===== Study material =====

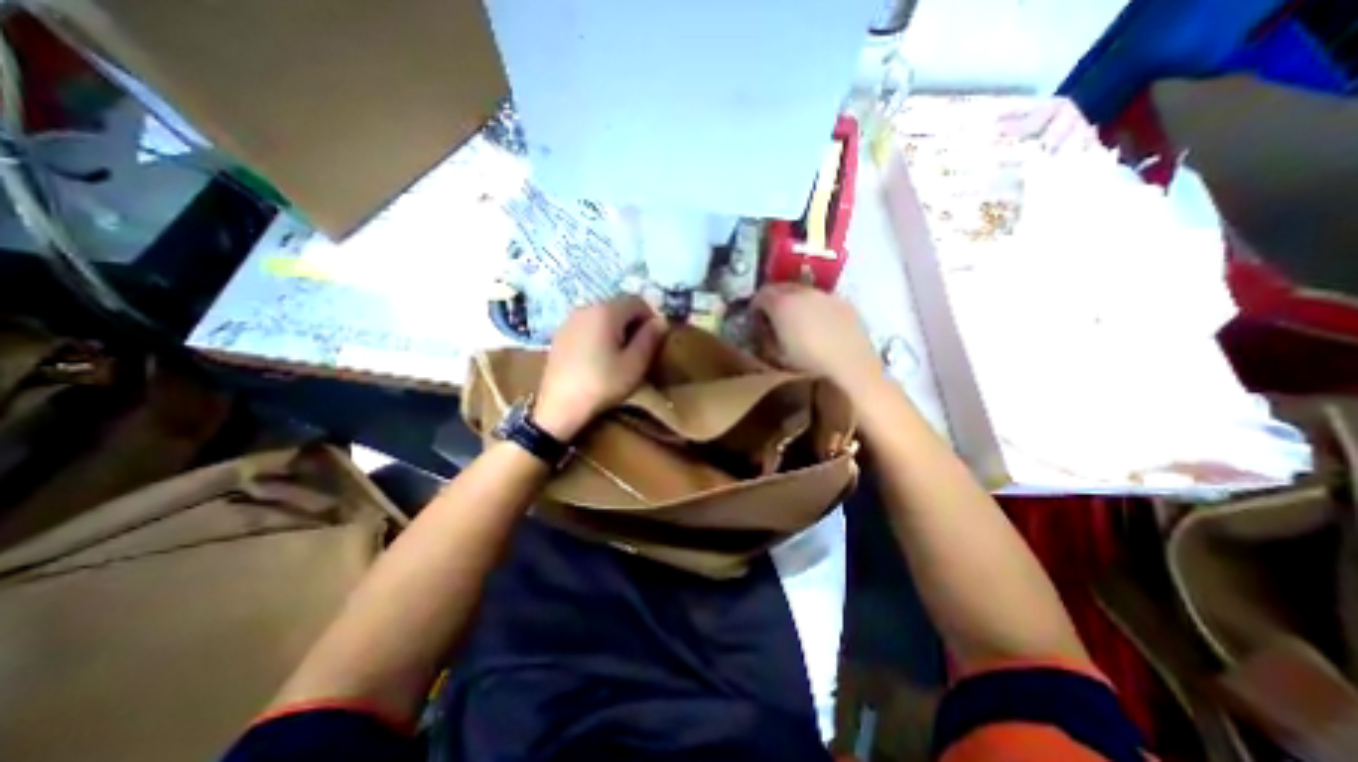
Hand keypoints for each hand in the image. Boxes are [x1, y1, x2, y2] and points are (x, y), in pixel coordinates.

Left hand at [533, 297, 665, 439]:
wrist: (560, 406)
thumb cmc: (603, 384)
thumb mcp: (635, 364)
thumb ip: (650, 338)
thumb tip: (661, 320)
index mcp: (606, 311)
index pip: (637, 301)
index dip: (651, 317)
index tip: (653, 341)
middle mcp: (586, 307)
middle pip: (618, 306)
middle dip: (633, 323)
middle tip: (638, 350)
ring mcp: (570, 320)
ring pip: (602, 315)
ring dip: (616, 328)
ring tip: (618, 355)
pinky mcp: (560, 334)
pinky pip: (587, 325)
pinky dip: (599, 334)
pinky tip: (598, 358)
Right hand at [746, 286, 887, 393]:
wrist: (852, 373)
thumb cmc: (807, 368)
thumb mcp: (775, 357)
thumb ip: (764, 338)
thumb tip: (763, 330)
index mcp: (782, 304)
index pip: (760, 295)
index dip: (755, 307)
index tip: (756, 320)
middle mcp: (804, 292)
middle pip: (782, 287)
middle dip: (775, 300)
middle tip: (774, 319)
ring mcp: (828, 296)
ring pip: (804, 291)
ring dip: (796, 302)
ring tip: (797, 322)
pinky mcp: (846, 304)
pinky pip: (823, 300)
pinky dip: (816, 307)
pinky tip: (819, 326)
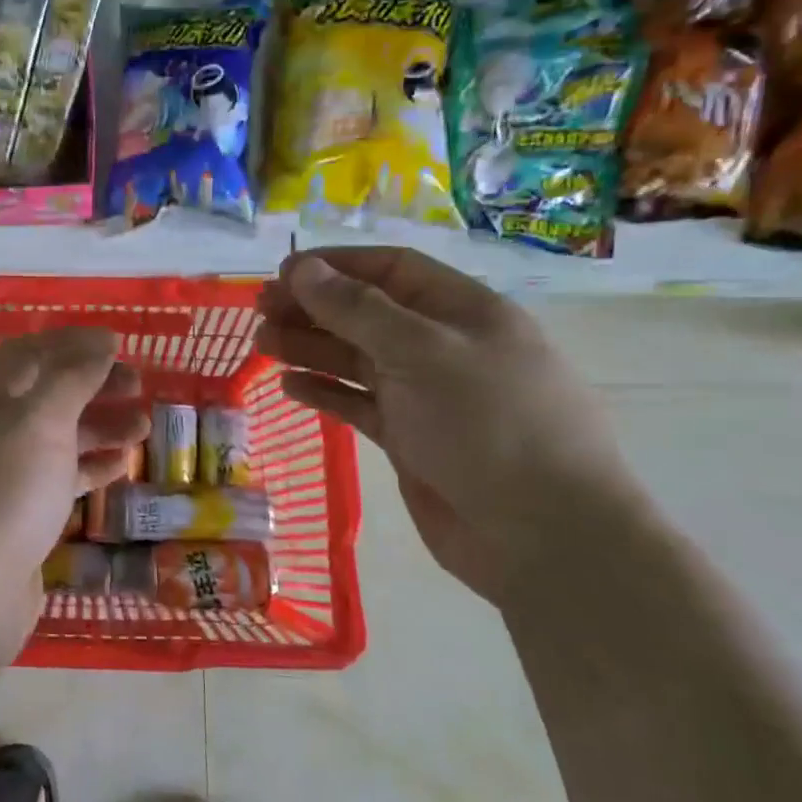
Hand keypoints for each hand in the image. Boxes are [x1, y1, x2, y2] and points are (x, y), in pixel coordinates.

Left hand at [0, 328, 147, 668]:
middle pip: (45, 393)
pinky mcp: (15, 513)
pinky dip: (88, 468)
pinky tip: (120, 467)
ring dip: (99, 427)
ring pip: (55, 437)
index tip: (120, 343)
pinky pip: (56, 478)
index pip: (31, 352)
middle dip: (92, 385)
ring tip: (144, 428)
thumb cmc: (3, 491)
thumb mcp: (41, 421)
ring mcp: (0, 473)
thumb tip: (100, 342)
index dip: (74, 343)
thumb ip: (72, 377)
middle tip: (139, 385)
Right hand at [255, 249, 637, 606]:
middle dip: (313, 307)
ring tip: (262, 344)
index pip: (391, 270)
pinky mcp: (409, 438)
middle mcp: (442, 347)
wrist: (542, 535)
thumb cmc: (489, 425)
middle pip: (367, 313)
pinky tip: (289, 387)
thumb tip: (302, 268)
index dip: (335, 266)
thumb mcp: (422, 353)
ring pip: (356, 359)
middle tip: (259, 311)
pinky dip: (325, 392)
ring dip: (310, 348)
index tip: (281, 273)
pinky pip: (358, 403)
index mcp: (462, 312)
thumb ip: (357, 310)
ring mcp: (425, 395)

=====

Now transcribe the lines above exactly, starting at the line containing "pinky pip: (823, 300)" and ending at the line containing "middle pip: (45, 393)", both lines included, pictures excluded.

pinky pip: (823, 300)
pinky dip: (816, 307)
pinky tip: (819, 326)
Hand keypoints for each hand in the image. Boxes are [x1, y1, x2, y2] and points are (x, y), in pixel coordinates.

Left hand at [0, 328, 147, 668]:
middle pip: (45, 393)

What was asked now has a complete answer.